> **Task statement**
Say how many lines in the records contain the string "this". Nothing but the number should be given.

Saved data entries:
+===+

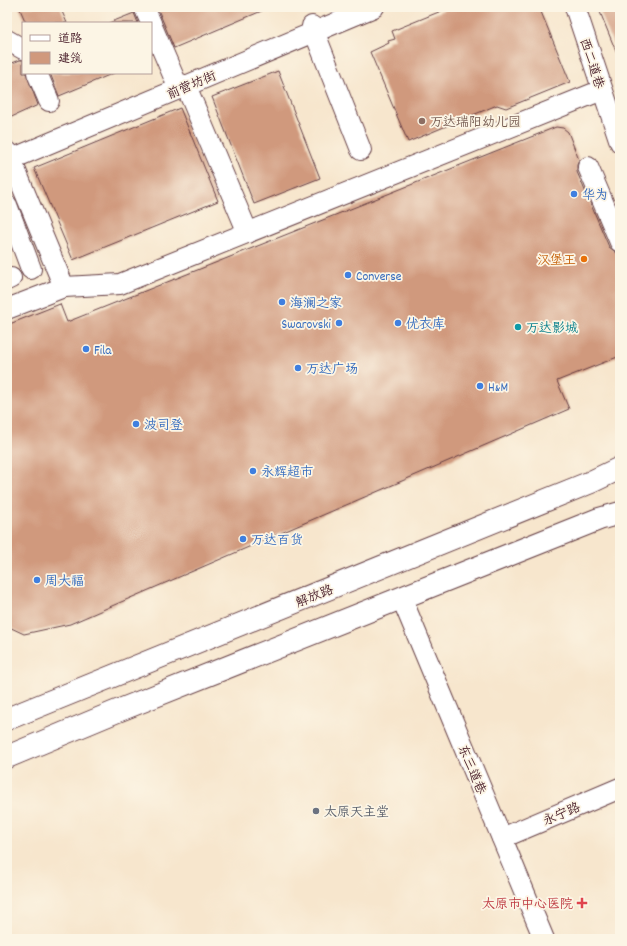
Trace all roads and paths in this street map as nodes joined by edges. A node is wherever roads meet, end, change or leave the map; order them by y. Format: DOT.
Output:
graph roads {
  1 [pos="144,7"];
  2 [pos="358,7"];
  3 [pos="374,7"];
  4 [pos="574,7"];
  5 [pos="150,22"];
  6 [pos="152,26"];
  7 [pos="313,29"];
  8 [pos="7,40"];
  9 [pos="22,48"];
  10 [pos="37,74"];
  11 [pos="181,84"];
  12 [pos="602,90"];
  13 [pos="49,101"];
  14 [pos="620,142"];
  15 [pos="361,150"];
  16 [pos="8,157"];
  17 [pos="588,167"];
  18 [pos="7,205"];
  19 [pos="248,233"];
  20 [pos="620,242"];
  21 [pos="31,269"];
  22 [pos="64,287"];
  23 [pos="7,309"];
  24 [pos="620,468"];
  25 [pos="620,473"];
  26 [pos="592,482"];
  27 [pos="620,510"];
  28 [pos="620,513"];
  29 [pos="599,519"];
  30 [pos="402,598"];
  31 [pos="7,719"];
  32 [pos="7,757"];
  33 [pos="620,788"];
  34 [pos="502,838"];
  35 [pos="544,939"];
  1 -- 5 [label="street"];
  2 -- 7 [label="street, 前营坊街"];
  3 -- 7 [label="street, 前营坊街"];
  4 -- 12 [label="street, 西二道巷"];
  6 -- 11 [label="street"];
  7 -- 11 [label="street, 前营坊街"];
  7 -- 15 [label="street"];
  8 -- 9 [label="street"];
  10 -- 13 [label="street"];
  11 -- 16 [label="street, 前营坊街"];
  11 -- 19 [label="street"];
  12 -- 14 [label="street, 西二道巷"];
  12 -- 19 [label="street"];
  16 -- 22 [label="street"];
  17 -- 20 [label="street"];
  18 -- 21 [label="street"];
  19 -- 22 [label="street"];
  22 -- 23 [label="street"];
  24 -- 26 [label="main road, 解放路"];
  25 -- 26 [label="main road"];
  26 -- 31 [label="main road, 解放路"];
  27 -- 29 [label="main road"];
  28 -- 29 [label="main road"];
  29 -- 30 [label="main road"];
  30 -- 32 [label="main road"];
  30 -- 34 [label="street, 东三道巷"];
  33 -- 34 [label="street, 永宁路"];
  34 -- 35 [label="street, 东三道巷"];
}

+===+

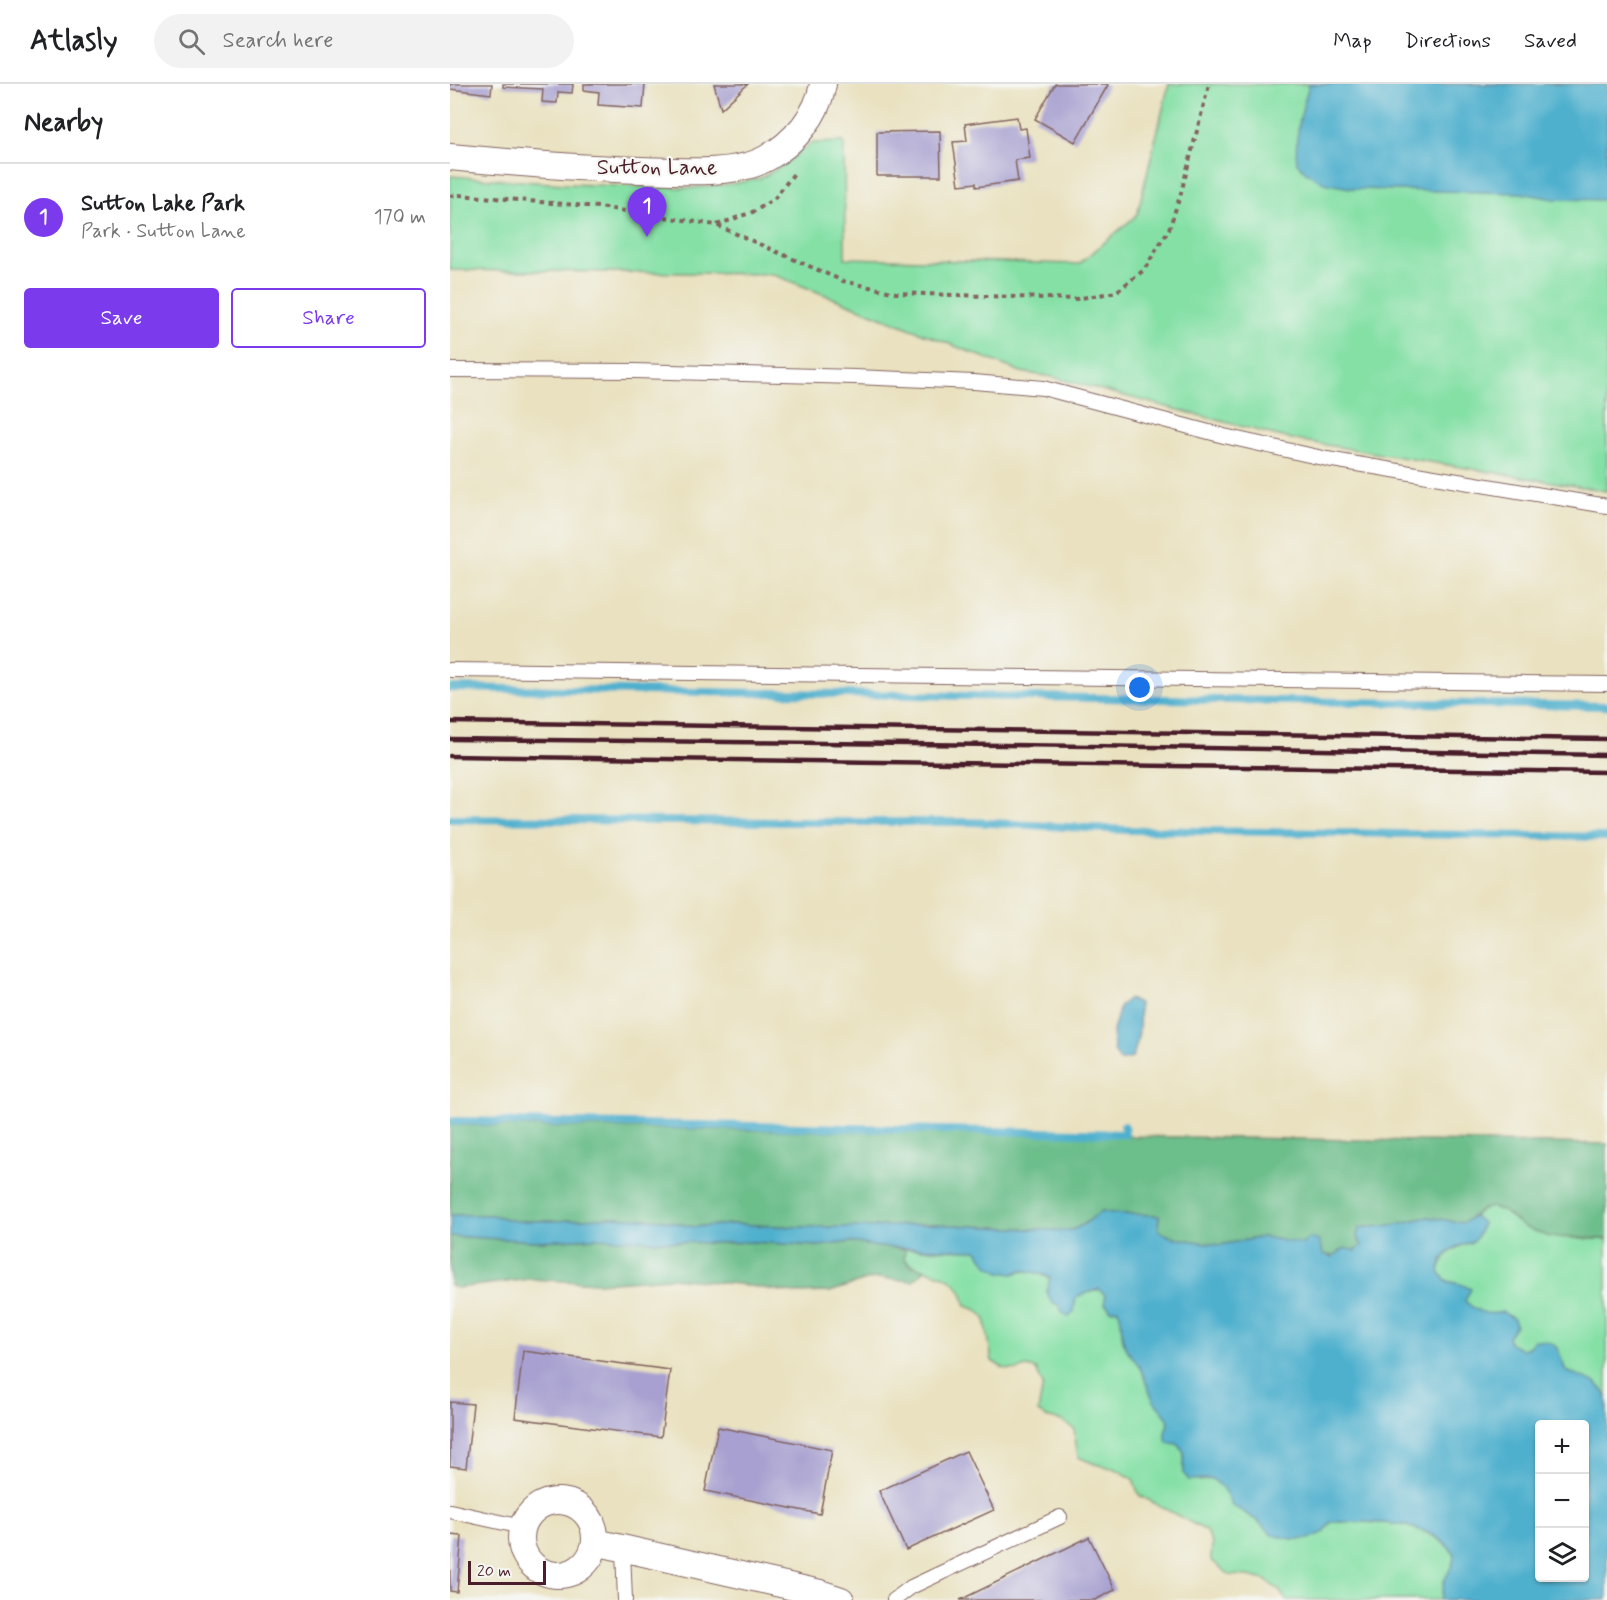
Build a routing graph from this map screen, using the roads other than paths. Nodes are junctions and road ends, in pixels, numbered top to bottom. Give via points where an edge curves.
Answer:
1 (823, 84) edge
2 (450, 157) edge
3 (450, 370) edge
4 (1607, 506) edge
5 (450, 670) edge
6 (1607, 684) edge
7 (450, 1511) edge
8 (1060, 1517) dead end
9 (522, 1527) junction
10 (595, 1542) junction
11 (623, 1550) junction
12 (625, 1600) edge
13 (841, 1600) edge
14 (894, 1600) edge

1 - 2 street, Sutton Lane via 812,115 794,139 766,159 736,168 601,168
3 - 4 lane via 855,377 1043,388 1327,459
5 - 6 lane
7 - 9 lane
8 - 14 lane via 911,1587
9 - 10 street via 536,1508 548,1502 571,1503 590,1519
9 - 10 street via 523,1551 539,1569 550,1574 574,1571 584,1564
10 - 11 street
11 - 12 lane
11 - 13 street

+===+

> **Output**
2